An international study at Columbia University Medical Center and the Mailman School of Public Health found that several genes previously implicated only in rare familial epilepsies or severe forms of pediatric epilepsy also contribute to common forms of the disorder. Results of the study are published online in The Lancet Neurology.
[Photo: Dr. Ruth Ottman]
The findings raise hopes that the emerging paradigm for the treatment of rare epilepsies, where therapies may be targeted to the precise genetic cause of disease, may also extend to some people with common epilepsy syndromes.
“Genome sequencing of very large groups of patients, assembled through multisite collaborative efforts, is enabling us to see genetic effects that could not be seen before,” said contributing author Dr. Ruth Ottman, professor of epidemiology at the Mailman School of Public Health and deputy director for Research at the G.H. Sergievsky Center, Columbia College of Physicians and Surgeons.

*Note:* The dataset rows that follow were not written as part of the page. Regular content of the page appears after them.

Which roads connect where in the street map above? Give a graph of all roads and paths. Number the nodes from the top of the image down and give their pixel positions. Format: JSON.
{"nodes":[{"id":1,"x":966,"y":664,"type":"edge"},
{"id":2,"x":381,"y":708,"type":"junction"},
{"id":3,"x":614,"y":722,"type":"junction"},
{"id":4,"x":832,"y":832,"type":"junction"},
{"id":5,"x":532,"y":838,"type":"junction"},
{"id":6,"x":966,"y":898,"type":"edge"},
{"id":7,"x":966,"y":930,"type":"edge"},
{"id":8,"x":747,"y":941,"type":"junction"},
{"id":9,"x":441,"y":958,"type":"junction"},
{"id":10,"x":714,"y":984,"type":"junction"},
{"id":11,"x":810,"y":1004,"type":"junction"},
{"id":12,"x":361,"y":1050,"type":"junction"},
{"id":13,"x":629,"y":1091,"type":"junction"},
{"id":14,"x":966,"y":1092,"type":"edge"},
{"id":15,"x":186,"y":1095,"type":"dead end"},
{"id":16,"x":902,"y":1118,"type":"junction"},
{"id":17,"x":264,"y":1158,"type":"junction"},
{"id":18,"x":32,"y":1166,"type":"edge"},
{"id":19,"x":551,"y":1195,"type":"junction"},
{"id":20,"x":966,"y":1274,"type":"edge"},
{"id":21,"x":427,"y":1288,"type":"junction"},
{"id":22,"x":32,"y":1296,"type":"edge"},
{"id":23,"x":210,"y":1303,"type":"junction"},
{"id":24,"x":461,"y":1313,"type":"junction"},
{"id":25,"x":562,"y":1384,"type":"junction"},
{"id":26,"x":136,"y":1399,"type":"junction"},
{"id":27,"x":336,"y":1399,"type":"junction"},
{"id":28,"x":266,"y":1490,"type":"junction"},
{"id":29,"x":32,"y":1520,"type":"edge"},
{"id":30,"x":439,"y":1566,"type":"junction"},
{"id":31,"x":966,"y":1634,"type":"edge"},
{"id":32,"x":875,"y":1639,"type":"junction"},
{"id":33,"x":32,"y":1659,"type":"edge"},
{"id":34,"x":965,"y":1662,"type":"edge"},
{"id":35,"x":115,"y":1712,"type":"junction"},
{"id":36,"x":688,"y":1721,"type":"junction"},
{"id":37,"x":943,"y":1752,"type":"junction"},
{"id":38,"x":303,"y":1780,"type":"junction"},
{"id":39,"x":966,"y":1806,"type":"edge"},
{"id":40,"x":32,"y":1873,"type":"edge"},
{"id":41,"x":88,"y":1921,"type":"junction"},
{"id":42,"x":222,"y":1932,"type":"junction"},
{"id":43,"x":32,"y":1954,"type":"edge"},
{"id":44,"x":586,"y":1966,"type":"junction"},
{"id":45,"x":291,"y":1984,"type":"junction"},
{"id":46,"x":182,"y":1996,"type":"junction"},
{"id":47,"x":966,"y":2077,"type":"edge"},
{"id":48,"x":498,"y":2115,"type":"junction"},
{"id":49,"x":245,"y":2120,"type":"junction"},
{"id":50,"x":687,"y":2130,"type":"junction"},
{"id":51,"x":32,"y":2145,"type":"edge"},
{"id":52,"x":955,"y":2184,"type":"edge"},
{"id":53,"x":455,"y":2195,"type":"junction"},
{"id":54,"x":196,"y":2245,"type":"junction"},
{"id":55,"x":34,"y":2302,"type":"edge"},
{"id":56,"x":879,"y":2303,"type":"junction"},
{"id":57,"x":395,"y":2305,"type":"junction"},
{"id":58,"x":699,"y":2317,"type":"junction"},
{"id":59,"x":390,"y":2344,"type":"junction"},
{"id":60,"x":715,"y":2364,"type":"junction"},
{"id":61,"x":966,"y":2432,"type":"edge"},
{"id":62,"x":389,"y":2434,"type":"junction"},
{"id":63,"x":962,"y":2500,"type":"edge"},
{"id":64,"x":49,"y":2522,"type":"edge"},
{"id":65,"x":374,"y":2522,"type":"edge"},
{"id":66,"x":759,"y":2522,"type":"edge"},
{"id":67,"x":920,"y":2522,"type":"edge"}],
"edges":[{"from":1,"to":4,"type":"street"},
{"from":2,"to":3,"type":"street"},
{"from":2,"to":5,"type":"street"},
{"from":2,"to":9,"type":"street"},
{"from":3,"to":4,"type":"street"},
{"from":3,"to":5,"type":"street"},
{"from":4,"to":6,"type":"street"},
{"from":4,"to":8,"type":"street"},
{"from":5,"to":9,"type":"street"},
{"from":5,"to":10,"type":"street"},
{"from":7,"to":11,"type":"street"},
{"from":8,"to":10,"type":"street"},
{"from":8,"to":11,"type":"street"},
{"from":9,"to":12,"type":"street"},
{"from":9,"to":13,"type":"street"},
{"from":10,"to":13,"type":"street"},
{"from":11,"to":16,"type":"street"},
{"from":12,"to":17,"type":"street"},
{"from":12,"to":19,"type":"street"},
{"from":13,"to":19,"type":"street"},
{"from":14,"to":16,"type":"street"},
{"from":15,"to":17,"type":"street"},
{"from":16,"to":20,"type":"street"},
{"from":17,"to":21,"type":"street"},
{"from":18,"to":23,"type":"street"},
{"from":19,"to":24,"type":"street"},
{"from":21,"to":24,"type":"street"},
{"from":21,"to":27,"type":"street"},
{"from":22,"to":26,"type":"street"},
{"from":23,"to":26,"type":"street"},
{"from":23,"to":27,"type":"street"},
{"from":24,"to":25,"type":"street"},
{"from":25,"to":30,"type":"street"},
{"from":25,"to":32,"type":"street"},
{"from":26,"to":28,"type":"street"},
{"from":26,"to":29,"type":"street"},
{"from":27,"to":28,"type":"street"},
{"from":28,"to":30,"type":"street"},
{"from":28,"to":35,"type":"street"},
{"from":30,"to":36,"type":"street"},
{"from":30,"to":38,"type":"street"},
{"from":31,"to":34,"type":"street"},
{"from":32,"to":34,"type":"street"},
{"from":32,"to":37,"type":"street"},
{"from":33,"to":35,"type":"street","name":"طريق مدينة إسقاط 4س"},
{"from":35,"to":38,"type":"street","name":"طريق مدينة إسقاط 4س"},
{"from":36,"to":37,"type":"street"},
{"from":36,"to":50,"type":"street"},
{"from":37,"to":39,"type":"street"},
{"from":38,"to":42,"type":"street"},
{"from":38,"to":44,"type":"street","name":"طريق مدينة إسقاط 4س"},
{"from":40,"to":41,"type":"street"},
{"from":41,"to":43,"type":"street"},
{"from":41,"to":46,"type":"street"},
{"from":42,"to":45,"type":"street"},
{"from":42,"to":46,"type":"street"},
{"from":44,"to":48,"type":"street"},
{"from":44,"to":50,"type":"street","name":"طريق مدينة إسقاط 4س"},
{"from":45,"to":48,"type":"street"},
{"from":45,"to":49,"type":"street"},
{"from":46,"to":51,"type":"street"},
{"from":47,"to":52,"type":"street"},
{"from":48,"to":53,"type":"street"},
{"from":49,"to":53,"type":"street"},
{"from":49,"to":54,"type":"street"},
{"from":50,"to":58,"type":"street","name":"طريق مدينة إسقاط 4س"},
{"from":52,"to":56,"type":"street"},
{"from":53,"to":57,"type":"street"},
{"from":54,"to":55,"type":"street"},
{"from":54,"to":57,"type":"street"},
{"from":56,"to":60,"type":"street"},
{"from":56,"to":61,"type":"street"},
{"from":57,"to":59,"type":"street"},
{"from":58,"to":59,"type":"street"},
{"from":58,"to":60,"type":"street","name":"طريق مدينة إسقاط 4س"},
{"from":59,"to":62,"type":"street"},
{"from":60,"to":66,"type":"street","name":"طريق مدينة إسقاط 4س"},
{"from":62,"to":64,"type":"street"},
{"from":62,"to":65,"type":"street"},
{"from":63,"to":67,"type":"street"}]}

Until recently, genes affecting risk for epilepsy were found primarily in rare families containing multiple affected individuals. In recent years, extensive research on rare, severe pediatric epilepsies has uncovered dozens of genes that cause these syndromes, alone or in combination with other factors. These discoveries have led to the use of targeted therapies for some seizure disorders, such as the ketogenic (high-fat, low-carbohydrate) diet in patients with GLUT-1 deficiency. Other therapies such as medications for heart arrhythmias and Alzheimer’s disease have been tried in children with certain gene mutations. These attempts have not proved universally effective for all patients with these mutations, but suggest the potential to repurpose existing medicines to treat rare genetic forms of epilepsy.
Unlike very rare types of epilepsies, previous studies had shed little light on the genetic underpinnings of common epilepsies, which suggested that this precision medicine paradigm may have a very narrow application, noted the authors.
To learn more about the genetics of epilepsy, the investigators conducted a study to identify the genetic contributions to more common forms of epilepsy. In the study, the first of its kind, researchers compared the exomes (protein-coding genes) of 1,140 individuals with two of the most common types of epilepsy with the exomes of 3,877 unrelated epilepsy-free controls.
The researchers found an excess of mutations in five genes, all of which had been previously implicated only in rare forms of epilepsy, in some of the individuals with familial non-acquired focal epilepsy, one of the more common types.
The findings have important implications for clinical practice and for research. At present, common epilepsies are treated the same way, with the same group of medications, but as more of these epilepsy genes that span a much wider range of types of epilepsy than previously thought are identified, targeted therapies across these patient populations can be tried. Additional studies, analyzing 10,000 to 12,000 samples, are planned for the coming year.
The study was supported by grants from the National Institute of Neurological Disorders and Stroke (NS053998, NS077274, NS077303, NS077367, NS077276) and Epilepsy-Research UK (grant P1104). Other contributors are from CUMC and CUMC’s Institute for Genomic Medicine, in collaboration with New York-Presbyterian.